At the time of our visit, on March 20, the first day of spring, Ex Novo has a few fermenting beers on deck that evidence its—and Barbee’s—versatility when it comes to an inaugural spring lineup. There’s a Maibock in one fermenter, readying itself for a lagering period that will precede its release in about six weeks; there’s a not-yet-released two hop double IPA that’s now, as I write this, on draft as Dynamic Duo IIPA, and in another metal fortress is a soon-to-be Belgian wheat with lime and juniper, meant to emulate a gin and tonic. The best seller, Barbee says, is the Eliot IPA, a creation he admits is not yet perfected. It’s also the one he brews the most, exemplifying why Ex Novo is the right fit for him.

“I have a lot more freedom here,” he says. “We’re so new that everything is still in development, which is fun. Even in our core brands, the recipes are so much in development; I have yet to brew Eliot the exact same way. I’m still trying to iron out the recipe to be exactly what we want.” Though he bears no hard feelings toward his past job, his position here at a brewery not yet a year old, and an innovative one from its very foundation, noticeably contrasts the six and a half year tenure as a Deschutes brewer. “[Each] new beer makes it exciting and fun to brew. There’s no set in stone recipe or magnate, and I don’t think that’ll ever happen.”

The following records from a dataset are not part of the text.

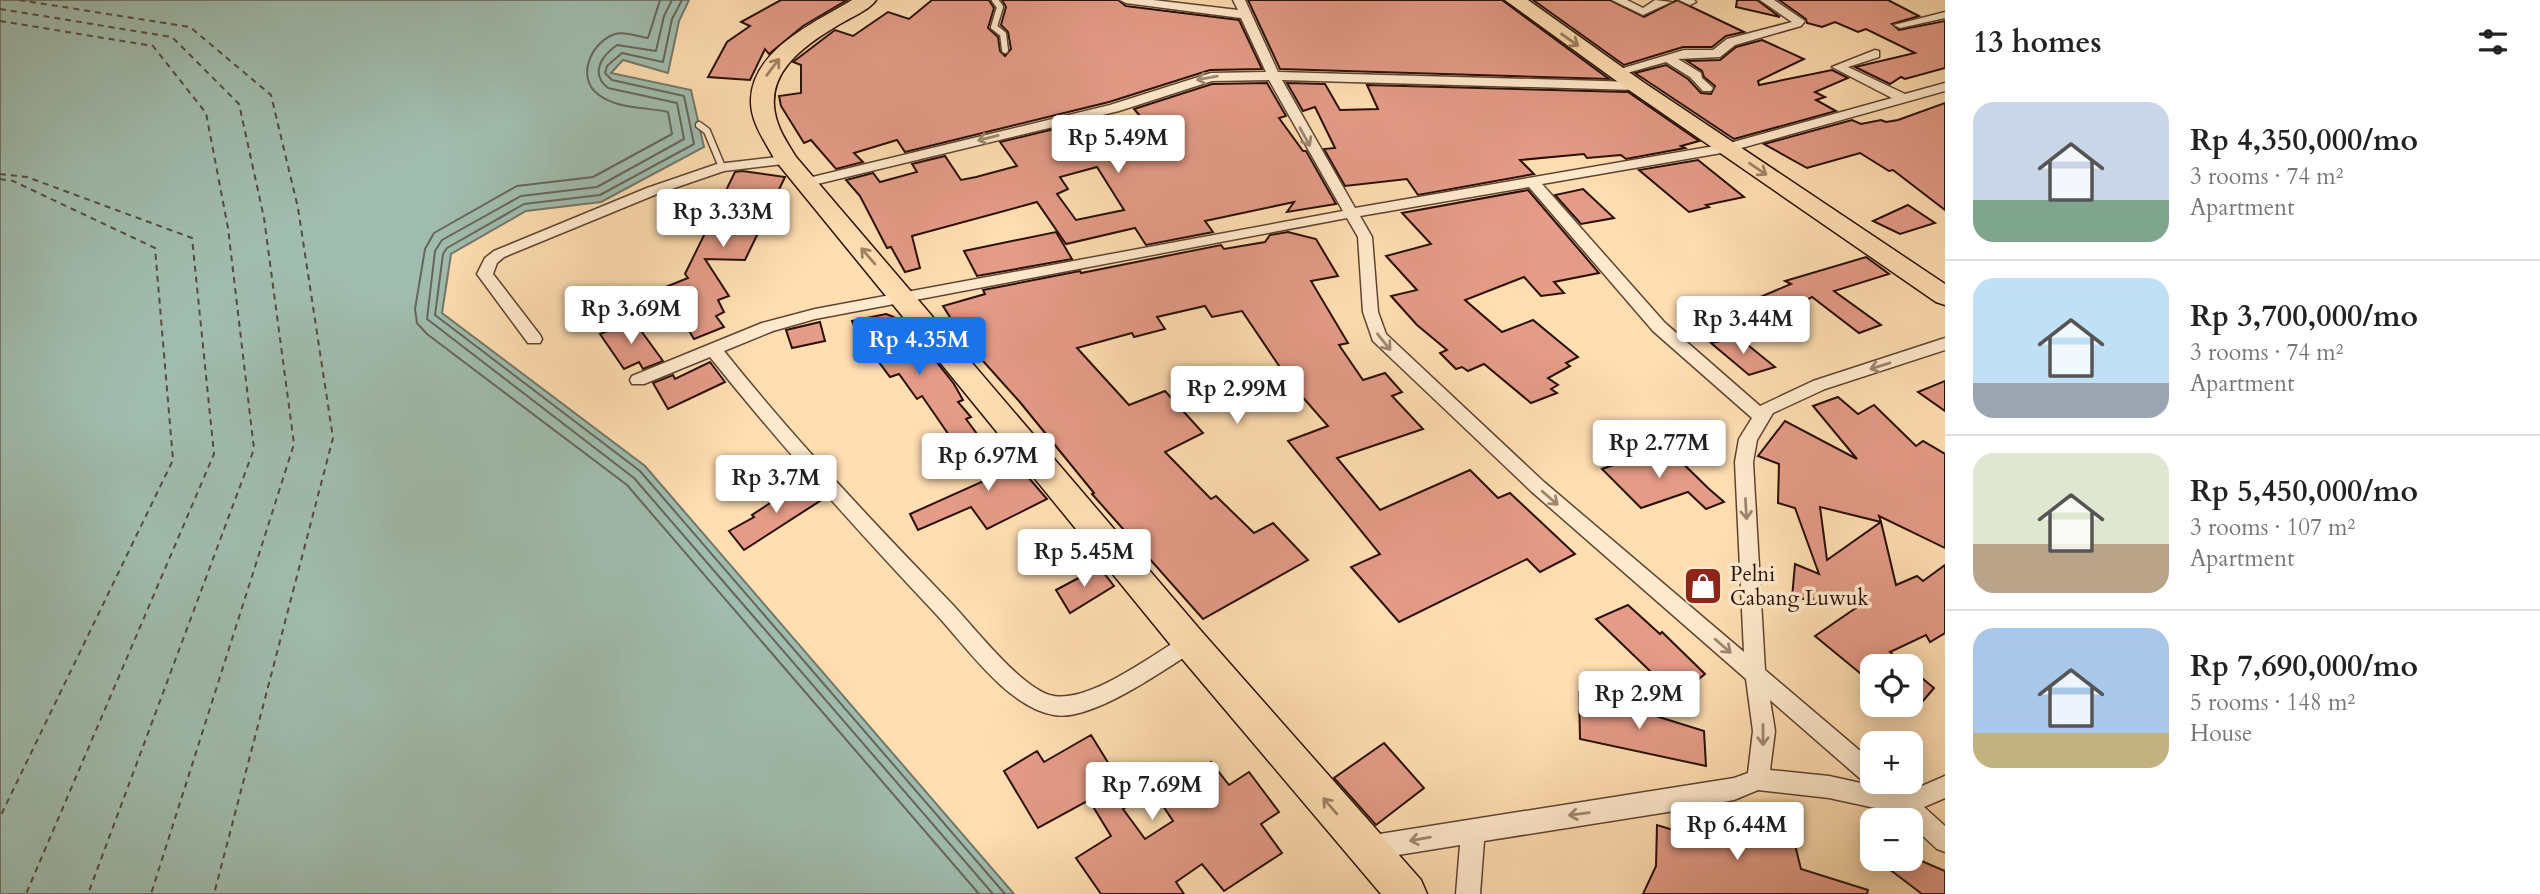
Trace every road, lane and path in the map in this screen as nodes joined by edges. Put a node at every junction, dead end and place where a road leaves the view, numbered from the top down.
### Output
1 (866, 0) edge
2 (995, 0) edge
3 (1126, 0) edge
4 (1240, 0) edge
5 (1515, 0) edge
6 (1618, 0) edge
7 (1661, 0) edge
8 (1766, 0) edge
9 (1247, 15) junction
10 (1945, 15) edge
11 (1900, 25) dead end
12 (1005, 50) dead end
13 (1875, 54) dead end
14 (1667, 58) junction
15 (1616, 72) junction
16 (1275, 76) junction
17 (1636, 86) junction
18 (1945, 87) edge
19 (1707, 88) dead end
20 (1904, 99) junction
21 (699, 125) dead end
22 (1727, 148) junction
23 (722, 167) junction
24 (795, 172) junction
25 (1532, 182) junction
26 (1353, 213) junction
27 (1945, 296) edge
28 (903, 297) junction
29 (534, 339) dead end
30 (1945, 344) edge
31 (714, 350) junction
32 (638, 380) dead end
33 (1761, 416) junction
34 (1190, 643) junction
35 (1755, 673) junction
36 (1860, 765) edge
37 (1758, 779) junction
38 (1945, 787) edge
39 (1894, 794) edge
40 (1906, 804) junction
41 (1473, 830) junction
42 (1945, 841) edge
43 (1366, 848) junction
44 (1407, 894) edge
45 (1468, 894) edge

24 -> 1 highway
2 - 12 lane
3 - 9 street
4 - 9 street
5 -> 15 highway
6 - 7 street
8 - 14 street
9 - 16 street
10 - 11 street
13 - 20 street
14 - 15 street
14 - 19 street
15 - 17 highway
16 - 17 street
16 -> 24 street
16 -> 26 street
17 - 22 highway
18 - 20 street
20 - 22 street
21 - 23 lane
22 - 25 street
22 -> 27 highway
23 - 24 street
23 - 29 street
28 -> 24 highway
25 - 26 street
25 - 33 street
26 - 28 street
26 -> 35 street
28 - 31 street
28 - 34 highway
30 -> 33 street
31 - 32 street
31 - 34 street
33 -> 35 street
43 -> 34 highway
35 - 36 street
35 -> 37 street
37 - 40 street
37 -> 41 street
38 - 40 street
39 - 40 street
40 - 42 street
41 -> 43 street
41 - 45 street
43 - 44 highway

Though we didn’t know it at the time, Barbee sums up precisely what makes Portlandia a brewtopia, stating the sentiment of many Portland brewers:

“[Portland has] a really interesting beer scene because we really have the best of the best in terms of all the raw materials. Hops are all grown very locally, within driving distance…Wyeast is, in my opinion, the best yeast lab and they’re an hour from here. We have really good water. Great Western Malting and Country Malt Group are 10 miles from here. We have very good access to very high quality ingredients and lots of them.

“Plus, because we have such a loyal beer crowd, we get to be on the cutting edge of everything and people are accepting of that. We can brew whatever weird thing we can come up with and somebody will like it. As long as you’re making quality beer, you can pretty much brew anything you want and people will accept it.”

Though his family lives in North Carolina, Barbee has had no temptations to leave the Portland craft beer scene. “[The North Carolina beer scene] is really cool and growing a lot, but it’s a decade behind the scene here,” he says. Well played, but we sense another beercation in our future.